HIDALGO-Festival, Philipp Nowotny, Geschäftsführung
Frage 1:
Ich heiße Philipp Nowotny und bin Geschäftsführer beim HIDALGO-Festival. Ich bin vor allem fürs Marketing zuständig.
Frage 2:
Das schlimmste ist die Ungewissheit: Wir wissen nicht, was im nächsten Monat sein wird, im
nächsten halben Jahr oder auch in einem Jahr. Ganz persönlich denke ich, dass wir diese
Ungewissheit jetzt akzeptieren und nach vorne schauen müssen. Wir haben bei uns so einen
Zweckoptimismus, dass kleine Konzerte dann hoffentlich irgendwie doch gehen. Mit weniger
Zuschauer*innen und strengen Hygiene-Regeln. Wir sind aber natürlich trotzdem besorgt. Um unsere Künstler*innen, die auf ihre Gagen angewiesen sind, aber auch um andere wichtige Beteiligte wie zum Beispiel Autor*innen, Grafiker*innen und Fotograf*innen.
Frage 3:
Ich wünsche mir, dass wir und unsere Zuschauer*innen bald wieder richtige Live-Veranstaltungen erleben können. Natürlich können wir uns vieles auch zuhause am Laptop anschauen, aber das ist nicht das gleiche. Unsere Kunst lebt davon, dass etwas unglaublich Berührendes genau jetzt, genau in diesem Moment und nur hier entsteht.
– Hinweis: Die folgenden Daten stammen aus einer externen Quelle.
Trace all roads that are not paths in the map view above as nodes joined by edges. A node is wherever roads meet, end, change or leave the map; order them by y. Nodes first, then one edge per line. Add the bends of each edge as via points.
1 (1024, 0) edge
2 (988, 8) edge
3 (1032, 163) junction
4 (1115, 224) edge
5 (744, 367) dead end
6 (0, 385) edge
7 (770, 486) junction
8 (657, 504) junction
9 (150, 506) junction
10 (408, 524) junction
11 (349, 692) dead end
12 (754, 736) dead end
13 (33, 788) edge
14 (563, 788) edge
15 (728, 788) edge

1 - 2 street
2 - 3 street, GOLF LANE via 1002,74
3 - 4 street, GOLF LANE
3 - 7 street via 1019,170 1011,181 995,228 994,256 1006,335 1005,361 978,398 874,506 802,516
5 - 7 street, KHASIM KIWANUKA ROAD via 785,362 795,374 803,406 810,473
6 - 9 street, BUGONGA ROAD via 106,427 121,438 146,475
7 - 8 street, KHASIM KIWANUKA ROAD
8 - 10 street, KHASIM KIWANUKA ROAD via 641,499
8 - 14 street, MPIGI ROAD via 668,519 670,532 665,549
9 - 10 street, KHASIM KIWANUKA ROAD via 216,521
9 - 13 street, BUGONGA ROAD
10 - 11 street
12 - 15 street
Münchner Kammeroper, Vadim Mirovsky, Produktionsleiter
Frage 1:
Als studierter Musikwissenschaftler bin ich seit 15 Jahren in der Veranstaltungsbranche tätig. Seit fünf Jahren arbeite ich als Produktionsleiter bei der Kammeroper München und bin dort auch für die Presse- und Öffentlichkeitsarbeit zuständig.
Frage 2:
Unzählige und sehr intensive Gespräche mit anderen Kollegen, die Suche nach neuen
Veranstaltungsformaten, die unter den gegebenen Umständen funktionieren können, und auch die Zukunft der kleinen, privaten Kulturunternehmen bereiten mir im Moment die größten Sorgen.
Frage 3:
Als Veranstalter brauche ich klare Rahmenbedingungen seitens der Regierung und der Stadt, egal ob ich ein kleines Konzert oder eine größere Opernproduktion auf die Beine stellen möchte. Ich wünsche mir, dass die Kultur mehr finanzielle und organisatorische Unterstützung erhält.